Woom’s lips writhed into a mawkish smile, while his wild eyes did not shift their expression at all. “And did you make a man out of him, also, ma’am?”
Jain suppressed a grin. Nicely done, lad!
Mearn did not flinch—she had been processing adolescents for longer than a mundane lifetime. “If I give you my opinion, will you keep it to yourself?”
Woom blinked, then nodded.
“I think Novice Mist broke in the kiln. I don’t think there were the makings of a man there to start with.”
“So what do you do with the pieces?”
“We send them home. He’ll find some sucker of a woman to care for him. Perhaps his descendants will be Gifted. The worthwhile ones we keep, and let them help us.”
Woom blinked again, and then looked down at his coffee again. ”Thanks,” he said quietly.
“One out of four—that’s well above average,” Mearn sent. “And this one has real promise.”
Her paean of self-satisfaction was interrupted. A clap of thunder in the ambience announced the arrival of Novice Mist alongside the table. He was standing on his feet, but at an impossible angle. Mearn made an occult grab to stop him falling. Jain jumped up to help, and they lowered him onto a chair.
A quick glance of hindsight told Jain that Mist had been dispatched from the Thaile Place by Archon Raim himself. He shuddered at the implications. Things just kept getting worse, and it was almost noon.
4
The archon had told Jain he would be summoned and there was no denying the summons when it came. While he was helping Mearn restore Novice Mist to jittery consciousness, the world seemed to open under him. He plunged into cold darkness. He staggered, seeking sure footing on uneven, spongy ground.

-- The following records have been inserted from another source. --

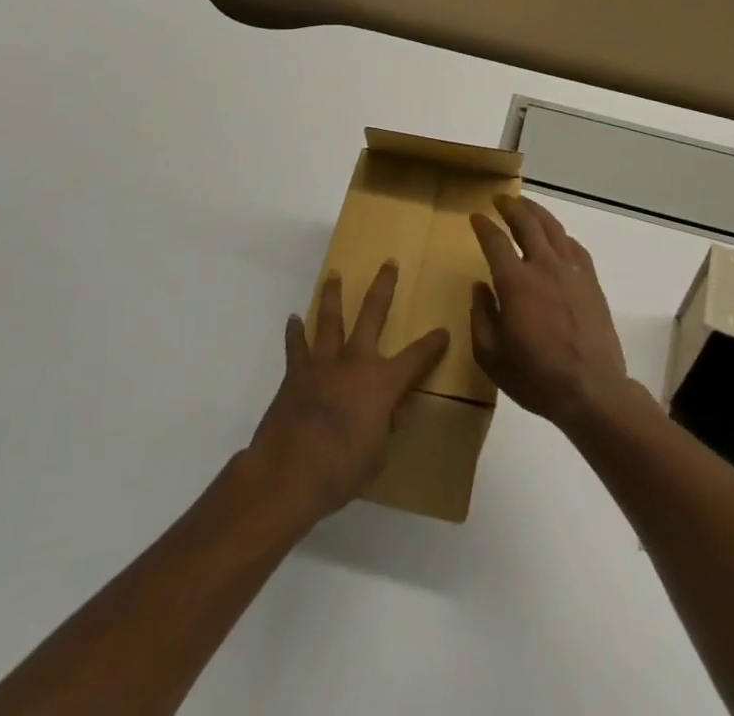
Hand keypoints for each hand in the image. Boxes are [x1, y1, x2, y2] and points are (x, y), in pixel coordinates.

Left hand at [246, 263, 448, 525]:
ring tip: (334, 275)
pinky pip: (296, 345)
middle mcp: (356, 361)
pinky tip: (294, 319)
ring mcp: (324, 362)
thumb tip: (397, 409)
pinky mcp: (296, 372)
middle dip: (383, 286)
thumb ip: (387, 426)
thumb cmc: (343, 468)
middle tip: (389, 263)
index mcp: (383, 381)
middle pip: (372, 313)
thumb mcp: (378, 454)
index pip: (417, 357)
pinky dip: (295, 331)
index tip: (443, 331)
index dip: (432, 345)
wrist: (290, 470)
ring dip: (333, 295)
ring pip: (330, 319)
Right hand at [469, 196, 632, 430]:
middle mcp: (544, 266)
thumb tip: (480, 287)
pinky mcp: (591, 281)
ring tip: (526, 205)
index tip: (476, 217)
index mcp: (516, 282)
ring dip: (537, 212)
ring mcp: (572, 271)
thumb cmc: (536, 377)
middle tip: (500, 199)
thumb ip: (481, 317)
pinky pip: (574, 246)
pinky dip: (561, 235)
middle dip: (511, 207)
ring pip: (553, 228)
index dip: (483, 225)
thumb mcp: (492, 356)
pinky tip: (557, 236)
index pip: (495, 241)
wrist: (592, 391)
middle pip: (527, 223)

His first thought was that he had gone blind and deaf, but that was only because the ambience was now closed to him. All his power had been taken away. He felt bereft and vulnerable, because he had come to rely on sorcerous talents far more than on his mundane senses. After a confused moment he established that he was standing in forest denser than any he had ever seen. Enormous trunks soared up to a canopy thick enough to cut off the noonday sun. The damp, fetid air was heavy on his skin-cloying and stagnant, as if no healthy breezes ever penetrated.
His feet had sunk to the ankle in soggy moss; his hose were already soaked by clammy, knee-high ferns. The faint chattering noise beside him was coming from Mistress Meam’s teeth.
As his eyes adjusted to the gloom, a vast building came into view before him, a pile so ancient that it seemed to have sunk into the forest and become part of it, or else to be itself a product of the jungle, something that had grown there over the ages. The old walls were cracked and canted, the very stones crumbling under leprous coats of greenish lichens. Narrow windows once inset with glass were now gaping holes toothed by fragments of columns and tracery. Doors, likewise, had long since rotted away; the entrance archway gawked at him like the mouth of an idiot. The roof must have survived, though, for the interior was even darker than the enveloping forest.
“The Chapel!” Mearn said unnecessarily. “I . . . I did not expect it to be so large.” She moved forward, and he hastened to follow. Stumbling on roots and rotten timber, they waded through the drippy undergrowth to the forbidding facade. The building had sunk or the forest had risen; uncertain light revealed a ramp of humus and detritus leading down to the dark interior floor.